Column: The dasterdly Zebra Muscle
Published 3:57 pm Thursday, January 19, 2006
By Staff
After reading my column several weeks ago on the environmental woes of the Great Lakes, several readers have asked what they can do or where money could be donated. I'm not aware of any specific Great Lakes conservation donation programs. I suspect that the restoration projects are so costly that anything meaningful is beyond the scope of donations.
The most important thing we individuals can do is to contact our State and Federal representatives urging them to support sound Great Lakes conservation legislation (such as treatment of ship ballast water) and funding, especially the estimated $21 billion requested by the Great Lakes Restoration Plan now in front of Congress.
Invasive species introduced into the Great Lakes poses one of the larger problems. Of these, the zebra muscle is proving to be one of the nastiest.
It's just a tiny little clam-like thing, tan to brown in color and usually with dark stripes, hence its name. It's no bigger than your fingernail, but the diminutive size belies the havoc it's causing. They colonize by the hundreds of thousands on any submerged solid surface they can find. That includes inside water intake pipes where they restrict water flow to hydroelectric and nuclear power plants, public water systems and industrial facilities.
At one Michigan power plant they stacked up 700,000 per square meter! They foul the engine cooling system of boats and build up on ship's hulls, slowing them down. They colonize in such mass they sink navigational buoys. They also enhance deterioration of wood, metal and even concrete, affecting structures such as piers, buildings, canal walls and ship locks.
Zebra muscles are equally devastating to the ecosystem. They colonize on native muscles, killing them.
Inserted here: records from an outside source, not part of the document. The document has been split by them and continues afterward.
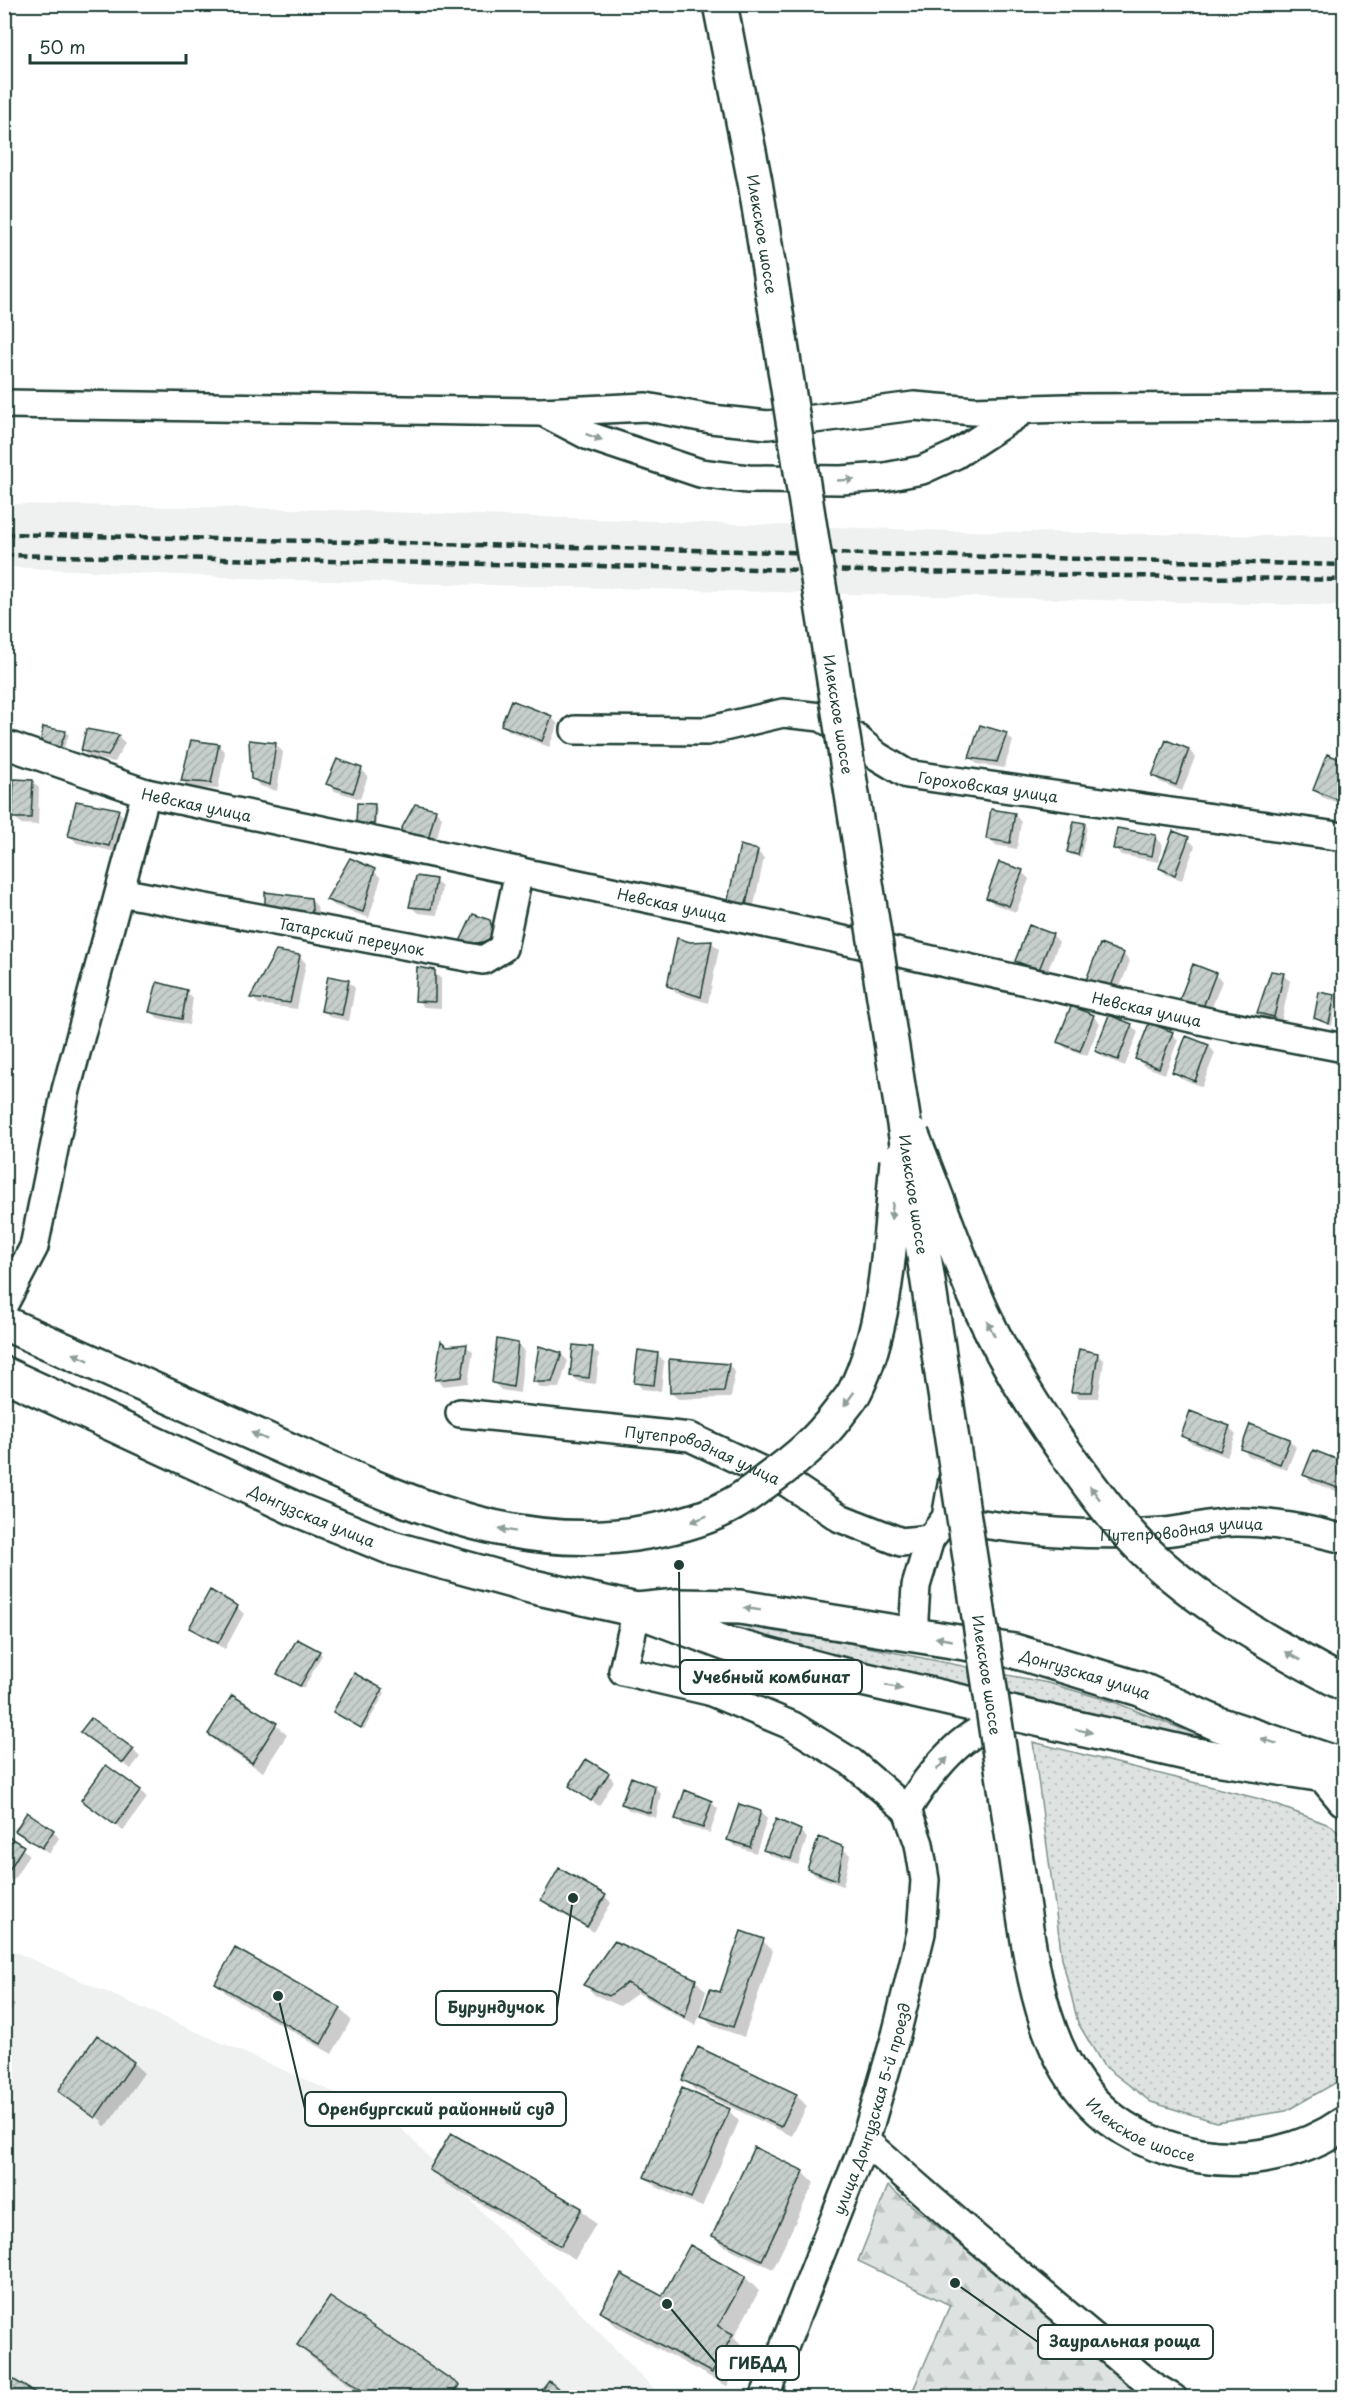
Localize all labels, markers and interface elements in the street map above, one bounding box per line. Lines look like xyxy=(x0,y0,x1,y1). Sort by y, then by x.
scale bar xyxy=(30,27,186,65)
text: 50 m xyxy=(39,33,86,60)
street label: Илекское шоссе xyxy=(742,172,784,295)
one-way arrow xyxy=(585,433,603,443)
one-way arrow xyxy=(836,475,855,484)
street label: Илекское шоссе xyxy=(819,653,860,776)
street label: Гороховская улица xyxy=(917,764,1060,807)
street label: Невская улица xyxy=(140,781,254,827)
street label: Невская улица xyxy=(615,881,730,927)
street label: Татарский переулок xyxy=(277,911,427,960)
street label: Невская улица xyxy=(1090,985,1204,1032)
street label: Илекское шоссе xyxy=(894,1133,935,1256)
one-way arrow xyxy=(887,1202,897,1221)
one-way arrow xyxy=(987,1320,997,1338)
one-way arrow xyxy=(72,1352,89,1361)
one-way arrow xyxy=(843,1391,855,1407)
street label: Путепроводная улица xyxy=(624,1419,785,1490)
one-way arrow xyxy=(249,1431,267,1441)
street label: Донгузская улица xyxy=(245,1477,379,1552)
one-way arrow xyxy=(1090,1486,1102,1501)
street label: Путепроводная улица xyxy=(1100,1510,1265,1545)
one-way arrow xyxy=(689,1514,707,1524)
one-way arrow xyxy=(497,1525,516,1534)
one-way arrow xyxy=(742,1604,761,1613)
street label: Илекское шоссе xyxy=(967,1613,1008,1736)
one-way arrow xyxy=(934,1635,953,1644)
street label: Донгузская улица xyxy=(1017,1642,1156,1704)
one-way arrow xyxy=(1284,1651,1301,1661)
callout: Учебный комбинат xyxy=(680,1660,862,1694)
text: Учебный комбинат xyxy=(692,1664,851,1688)
one-way arrow xyxy=(885,1683,904,1692)
one-way arrow xyxy=(1075,1726,1094,1736)
one-way arrow xyxy=(1260,1735,1278,1745)
one-way arrow xyxy=(934,1757,948,1771)
callout: Бурундучок xyxy=(436,1991,557,2025)
text: Бурундучок xyxy=(447,1994,545,2018)
street label: улица Донгузская 5-й проезд xyxy=(826,2000,915,2218)
callout: Оренбургский районный суд xyxy=(305,2092,566,2126)
street label: Илекское шоссе xyxy=(1082,2092,1197,2166)
text: Оренбургский районный суд xyxy=(318,2096,555,2120)
callout: Зауральная роща xyxy=(1038,2325,1213,2359)
text: Зауральная роща xyxy=(1049,2328,1201,2352)
callout: ГИБДД xyxy=(716,2346,799,2380)
text: ГИБДД xyxy=(729,2350,787,2374)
They eat virtually anything suspended in the water, meaning algae, bacteria, protozoa, phytoplankton and all manner of important little microscopic creatures. This deprives other microscopic organism dependant species like native muscles, minnows and baby fish.
With these particles filtered out ,the water properties change, such as altered oxygen levels and sunlight penetrating deeper. Zebra muscles literally rebuild the entire aquatic habitat, usually to the detriment of native species.
Zebra muscles are native to the Black, Caspian and Azov Seas of Eastern Europe. When Europeans started building canals and expanding shipping during the 1700s, the zebra muscle rapidly spread throughout all of Europe. It was first discovered in the Great Lakes in 1988. It's believed that a single ship coming from the Black Sea discharged its zebra muscle infested ballast water in Lake St. Clair near Windsor, Canada. Monitoring stations were immediately established and shocked scientists stood by helplessly watching the zebra muscle spread throughout all the Great Lakes in just two years.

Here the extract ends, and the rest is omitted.